The U.S. Department of Labor’s Wage and Hour Division (“WHD”) shows no signs of fatigue as it releases two new opinion letters on the Fair Labor Standards Act (“FLSA”) within the first week of August.  These opinion letters address the FLSA’s partial overtime exemption on a “work period basis” and the status of public agency volunteers.  As we have previously advised, employers should read the WHD’s opinion letters carefully and consult with experienced counsel with any questions about their practices vis-à-vis WHD interpretive guidance.

FLSA Section 7(k)

As background, Section 7(k) of the FLSA has alternative overtime standards for law enforcement and fire protection personnel.  In Opinion Letter FLSA 2019-11, the WHD addressed how to determine the applicable overtime hours threshold when an employee works for the fire department and police department of the same public agency.

The regulations specific to law enforcement and fire protection personnel require overtime if an employee exceeds a certain number of hours within tours of duty of 28 days (rather than the traditional 7-day workweek)—212 hours for fire protection personnel and 171 hours for law enforcement personnel—with proportional reductions for shorter tours of duty.  See 29 C.F.R. § 553.230.  An employer must aggregate work an employee performs in law enforcement and fire protection capacities for the same agency.  If the employee works in these differing capacities for separate agencies, then the hours worked in each role stand alone, unless the situation constitutes joint employment as elaborated in the regulations.  See 29 C.F.R. § 791.2.  The regulations further provide that when an employee performs both fire protection and law enforcement activities, the role in which the employee spends the greater number of hours during the tour of duty determines the applicable overtime threshold.  See 29 C.F.R. § 553.213(b).

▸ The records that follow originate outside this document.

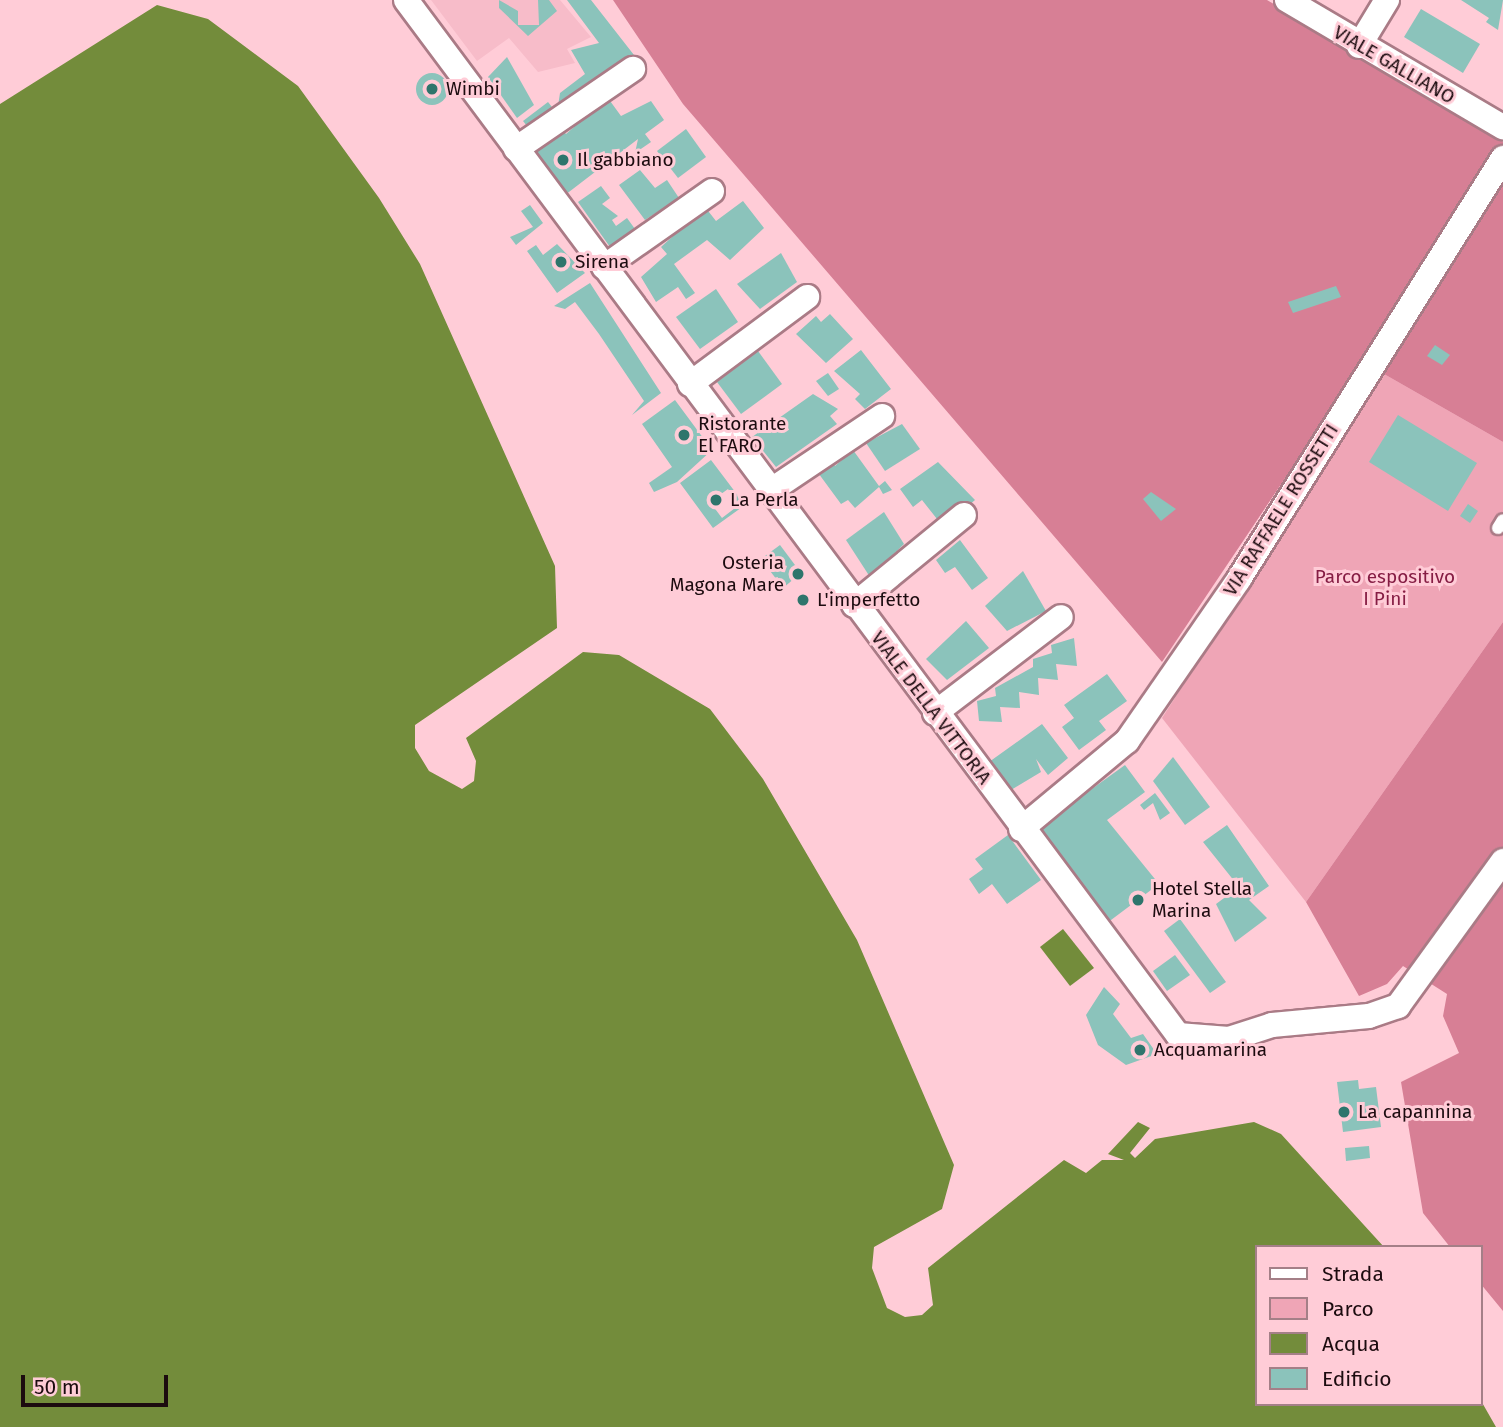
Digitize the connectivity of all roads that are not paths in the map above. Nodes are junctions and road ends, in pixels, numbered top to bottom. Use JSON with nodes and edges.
{"nodes":[{"id":1,"x":406,"y":0,"type":"edge"},
{"id":2,"x":1287,"y":0,"type":"edge"},
{"id":3,"x":1387,"y":0,"type":"edge"},
{"id":4,"x":1359,"y":46,"type":"junction"},
{"id":5,"x":633,"y":69,"type":"dead end"},
{"id":6,"x":1503,"y":127,"type":"edge"},
{"id":7,"x":516,"y":149,"type":"junction"},
{"id":8,"x":1503,"y":158,"type":"edge"},
{"id":9,"x":712,"y":191,"type":"dead end"},
{"id":10,"x":604,"y":267,"type":"junction"},
{"id":11,"x":807,"y":297,"type":"dead end"},
{"id":12,"x":690,"y":383,"type":"junction"},
{"id":13,"x":882,"y":416,"type":"dead end"},
{"id":14,"x":770,"y":491,"type":"junction"},
{"id":15,"x":964,"y":515,"type":"dead end"},
{"id":16,"x":854,"y":605,"type":"junction"},
{"id":17,"x":1061,"y":617,"type":"dead end"},
{"id":18,"x":935,"y":713,"type":"junction"},
{"id":19,"x":1021,"y":829,"type":"junction"},
{"id":20,"x":1503,"y":861,"type":"edge"}],
"edges":[{"from":1,"to":7,"type":"street","name":"VIALE DELLA VITTORIA"},
{"from":2,"to":4,"type":"street","name":"VIALE GALLIANO"},
{"from":3,"to":4,"type":"street"},
{"from":4,"to":6,"type":"street","name":"VIALE GALLIANO"},
{"from":5,"to":7,"type":"street"},
{"from":7,"to":10,"type":"street","name":"VIALE DELLA VITTORIA"},
{"from":8,"to":19,"type":"street","name":"VIA RAFFAELE ROSSETTI"},
{"from":9,"to":10,"type":"street"},
{"from":10,"to":12,"type":"street","name":"VIALE DELLA VITTORIA"},
{"from":11,"to":12,"type":"street"},
{"from":12,"to":14,"type":"street","name":"VIALE DELLA VITTORIA"},
{"from":13,"to":14,"type":"street"},
{"from":14,"to":16,"type":"street","name":"VIALE DELLA VITTORIA"},
{"from":15,"to":16,"type":"street"},
{"from":16,"to":18,"type":"street","name":"VIALE DELLA VITTORIA"},
{"from":17,"to":18,"type":"street"},
{"from":18,"to":19,"type":"street","name":"VIALE DELLA VITTORIA"},
{"from":19,"to":20,"type":"street","name":"VIALE DELLA VITTORIA"}]}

The WHD then applied these rules to the two examples provided by the employer at issue.

Public Agency Volunteers

In Opinion Letter FLSA 2012-12, the WHD addressed whether volunteer Reserve Deputies at a county’s Sheriff’s Office who receive referrals for paid security work for third parties from the Sheriff’s Office (at the same hourly rate offered to paid full-time deputies) are volunteers or employees of the Sheriff’s Office under the FLSA.

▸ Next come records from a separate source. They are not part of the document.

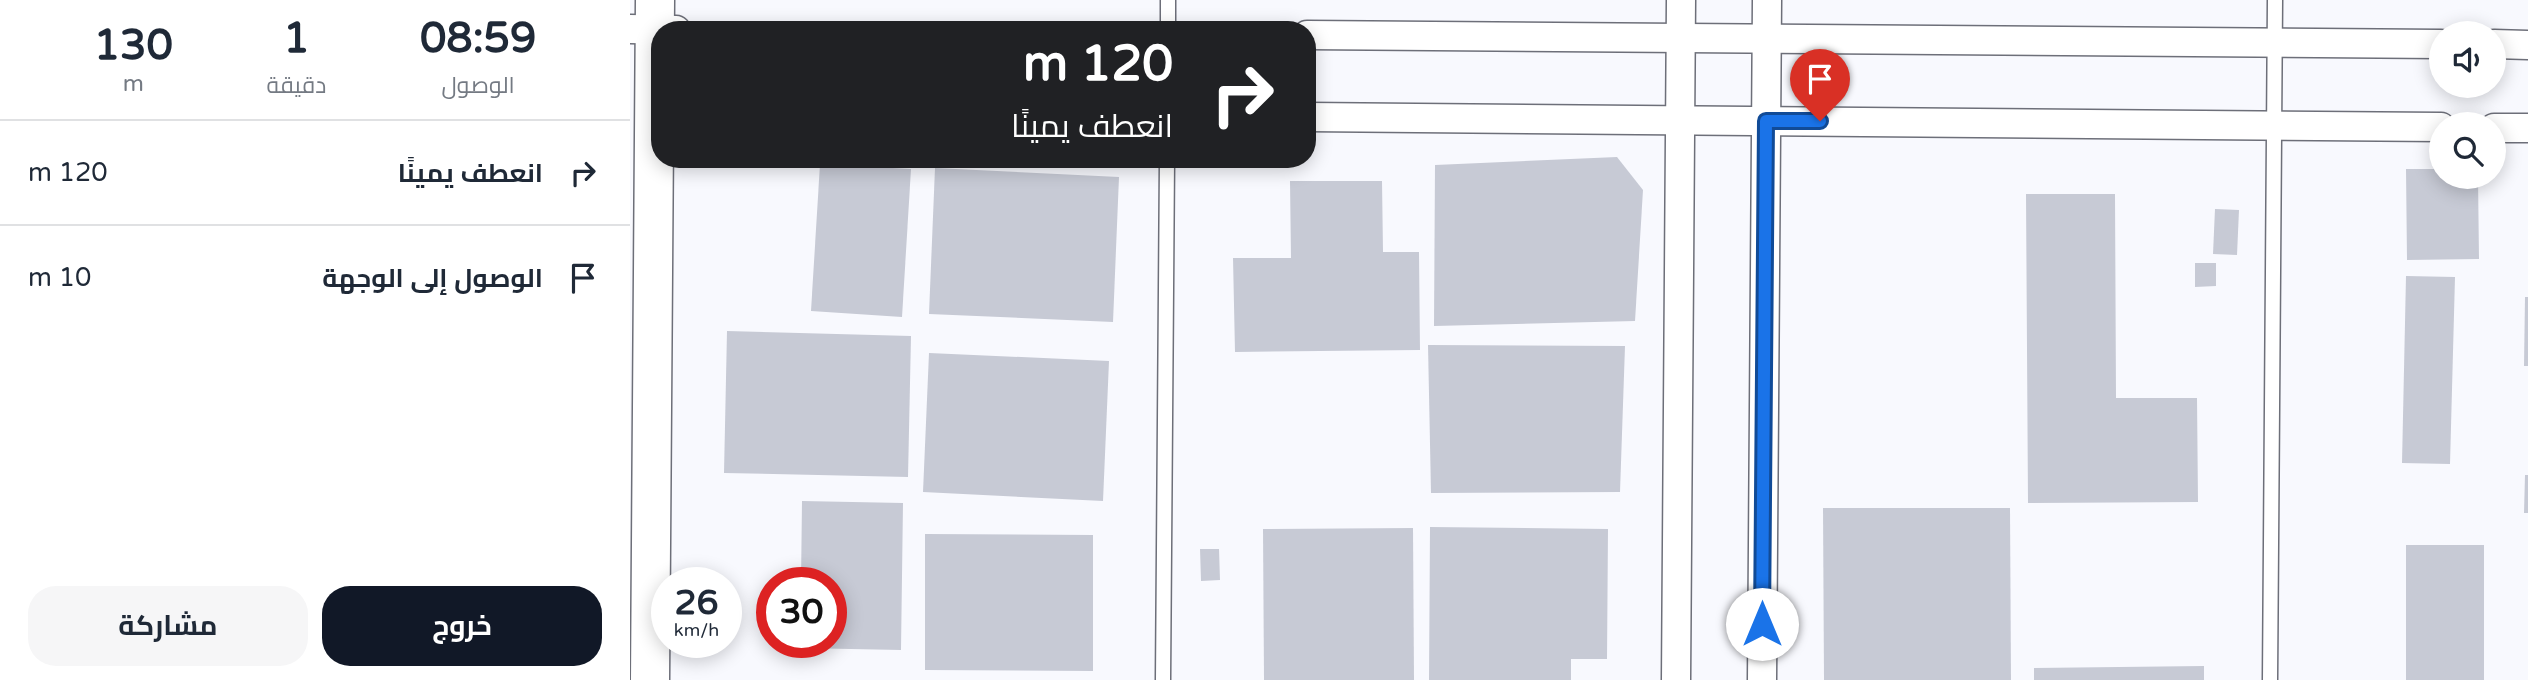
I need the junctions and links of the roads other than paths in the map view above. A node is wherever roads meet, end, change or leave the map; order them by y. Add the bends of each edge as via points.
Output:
1 (1168, 0) edge
2 (1681, 0) edge
3 (1767, 0) edge
4 (2275, 0) edge
5 (1168, 21) edge
6 (1316, 35) edge
7 (1681, 38) junction
8 (1767, 38) junction
9 (2275, 43) junction
10 (2429, 44) edge
11 (2506, 44) edge
12 (2528, 45) edge
13 (651, 61) edge
14 (648, 100) edge
15 (1316, 117) edge
16 (1681, 120) junction
17 (1766, 121) junction
18 (2274, 126) junction
19 (2429, 127) edge
20 (2506, 128) edge
21 (2528, 128) edge
22 (1167, 168) edge
23 (650, 680) edge
24 (1163, 680) edge
25 (1676, 680) edge
26 (1762, 680) edge
27 (2270, 680) edge

1 - 5 lane
2 - 7 street
3 - 8 street
4 - 9 lane
6 - 7 street
7 - 8 street
7 - 16 street
8 - 9 street
8 - 17 street
9 - 10 street
9 - 18 lane
11 - 12 street
13 - 14 street
14 - 23 street
15 - 16 street
16 - 17 street
16 - 25 street
17 - 18 street
17 - 26 street
18 - 19 street
18 - 27 lane
20 - 21 street
22 - 24 lane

As a starting point, the WHD emphasized that the FLSA aims not to discourage or impair volunteer activities but rather to prevent employers from coercing individuals to volunteer their services in order to sidestep the FLSA’s minimum wage and overtime requirements.  Under 29 U.S.C. § 203(e)(4)(A), a volunteer at a public agency is not an employee for FLSA purposes if: “(1) the individual receives no compensation or is paid expenses, reasonable benefits, or a nominal fee to perform the services for which the individual volunteered; and (2) such services are not the same type of services for which the individual is employed to perform for such public agency.”  Auxiliary police are among the examples of public agency volunteers listed in the WHD regulations.  See 29 C.F.R. § 553.104(b).

The WHD advised that performing extra work for third parties does not invalidate the Reserve Deputies’ volunteer status because (1) access to paid extra duty work for a third party is not “compensation” where such access was unrelated to the number or quality of volunteer hours, but rather depended on the needs of third parties; and (2) even if such access were, in fact, tantamount to compensation, it would be a “reasonable benefit” for volunteering in that it was offered to all officers on the same general terms, on a non-guaranteed basis and accounted for only about 6% of total extra duty hours.  The WHD noted that its conclusion is consistent with the federal district court’s holding in Todaro v. Township of Union, 27 F. Supp. 2d 517, 539 (D.N.J. 1998), an analogous case finding unpaid special law enforcement officers to be eligible for paid positions with private entities.